And if comic books were real life and the Bounty Hunter is Jonah Hex, the Masked Man and Alien Stripper would more than likely be leaving in pine boxes. Hell, even in the world of the New DC, Grifter and Voodoo would probably still stand a snowball's chance in hell against Jonah Hex.
But, that is not what this column is about. Nope.
In my column Finite Possibilities; Or, the New 52: the Good, the Bad, the Nothing I wrote: "Since Hex is my one investment in DC Comics, I will let all know what I think when Jonah is unleashed in the relaunch."
It's been two months since I wrote that, and it's time for me to follow through.

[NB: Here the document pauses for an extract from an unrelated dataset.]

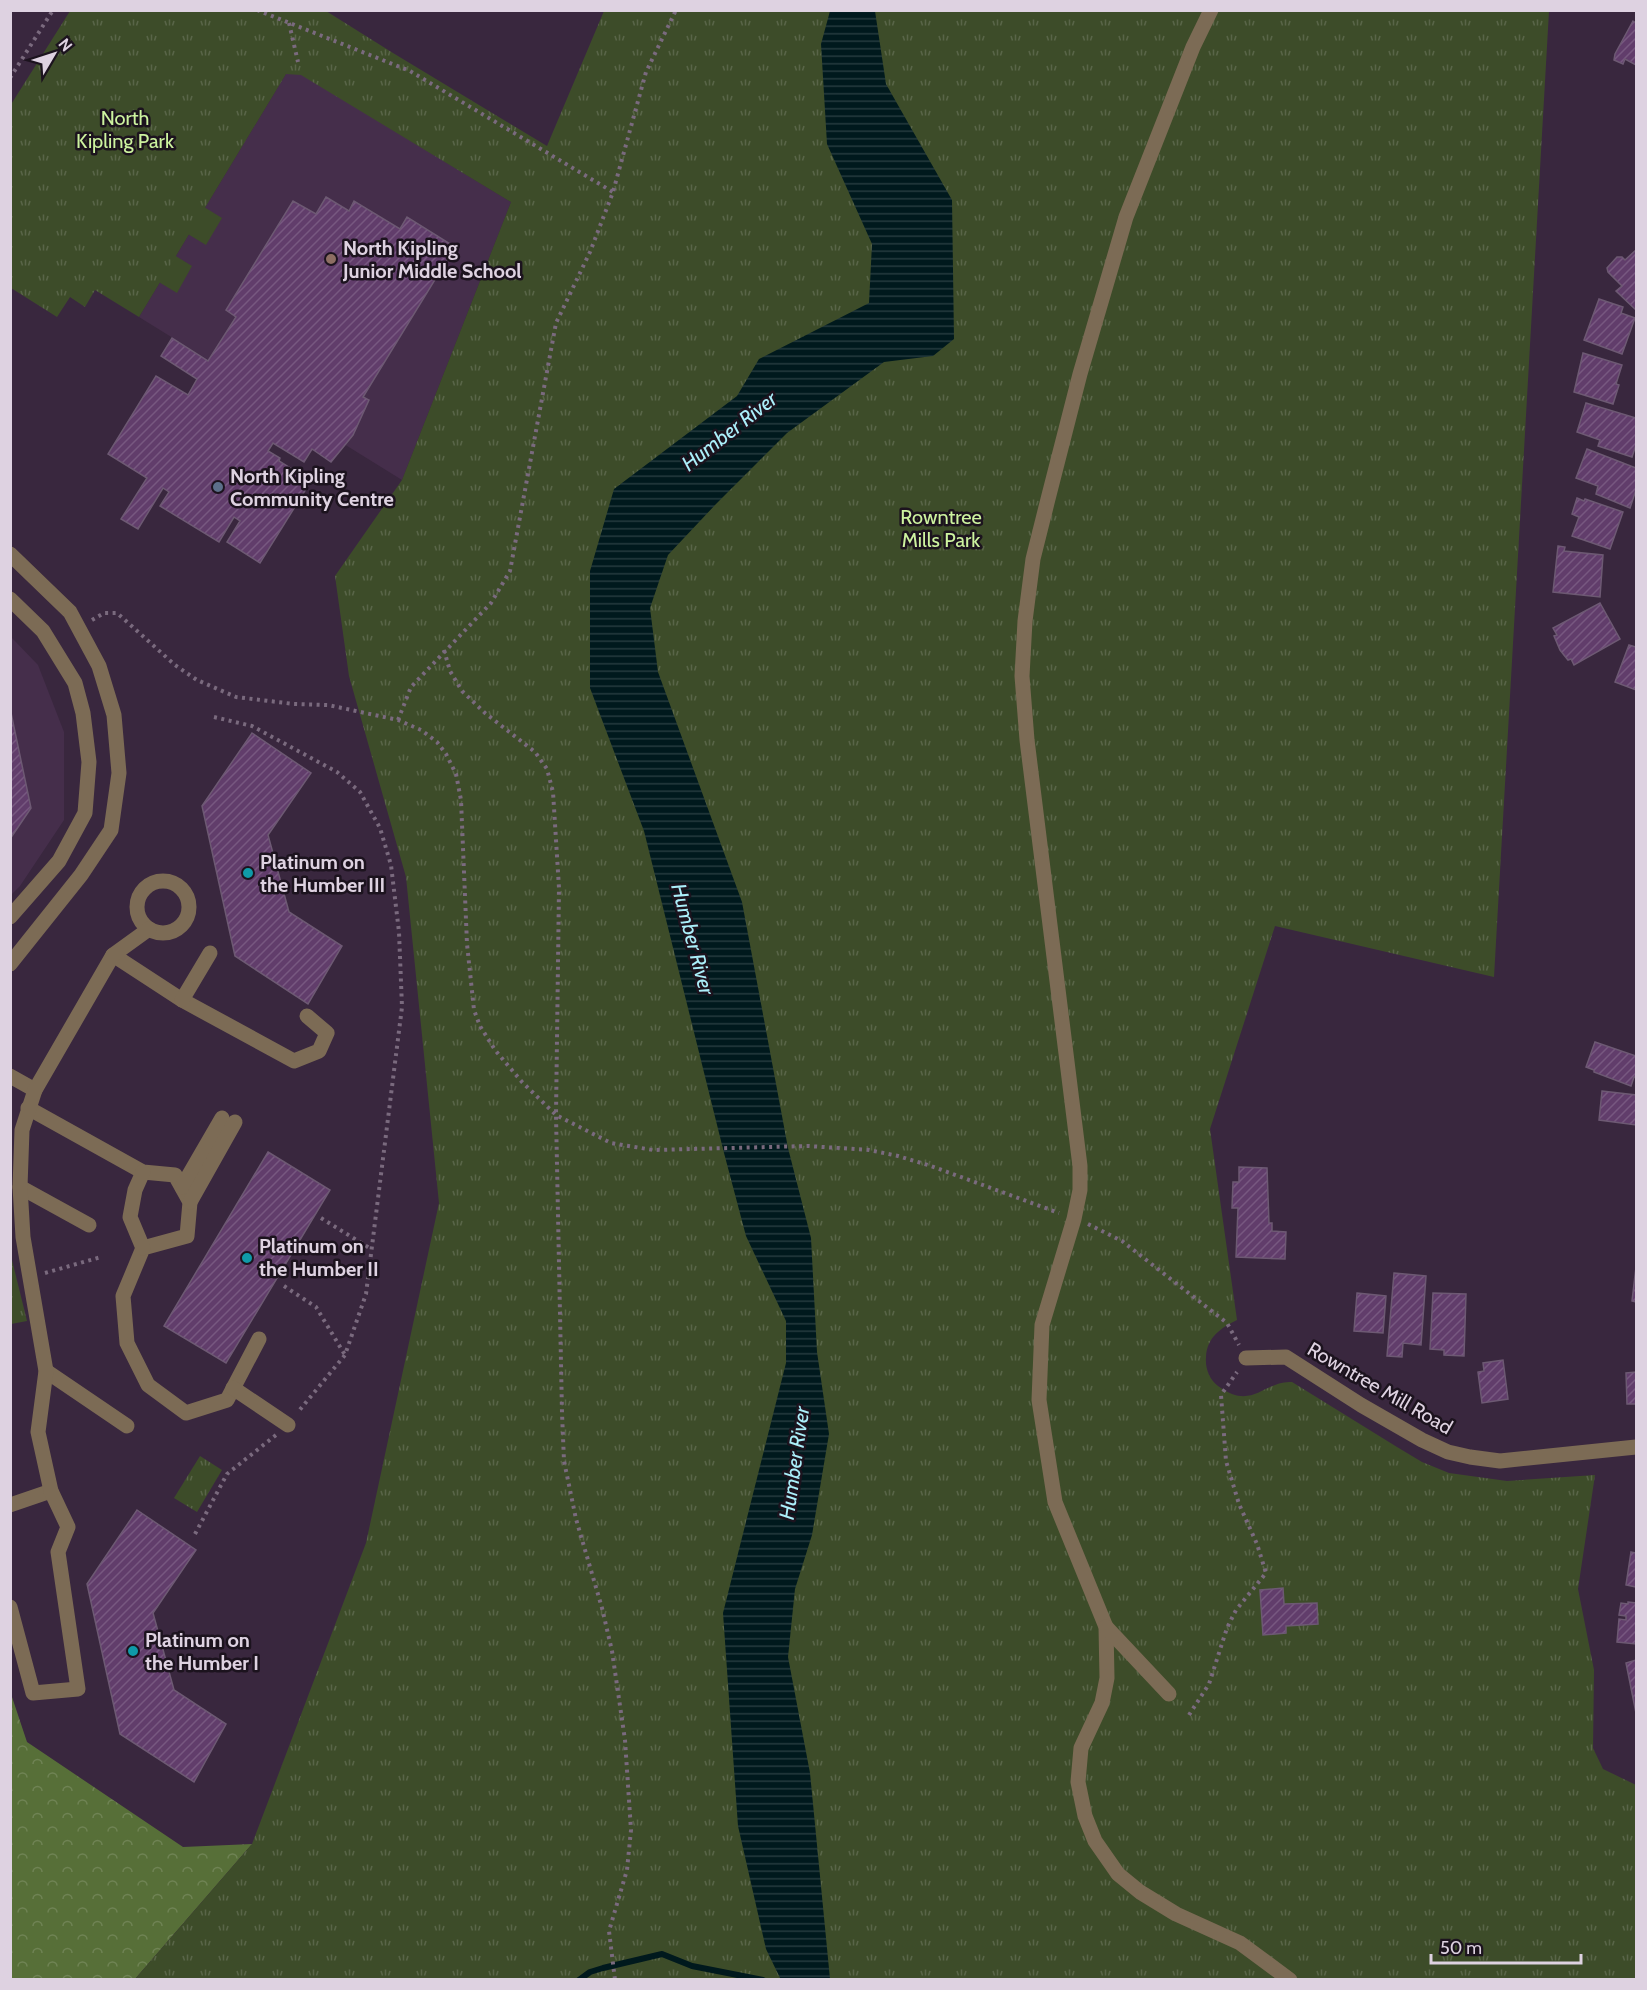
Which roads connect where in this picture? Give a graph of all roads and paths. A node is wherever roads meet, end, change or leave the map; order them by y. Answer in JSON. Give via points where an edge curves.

But, I have to modify that just a bit as I have actually picked up three titles from the New DC. Being a fan of Jim lee's WildCATS I picked up Grifter and Voodoo in addition to Jonah Hex.
What follows next will be mostly SPOILER FREE. I will not be reviewing the titles. These will be more of a brief overview and comparison of the new versions of the characters, so far, with the original versions.
WildCATS: Grifter and Voodoo.
I know Jim Lee basically runs DC now, but I still find it a little odd that Grifter and Voodoo have been given singles titles. Granted Grifter had two previous short lived series, but Voodoo never had her own ongoing series, only graphic novels and mini-series.
Cole Cash was always my favorite character in the WildCATS. But this isn't the Cole Cash I and others once knew. Grifter has been given an entirely new origin, introduction and personality.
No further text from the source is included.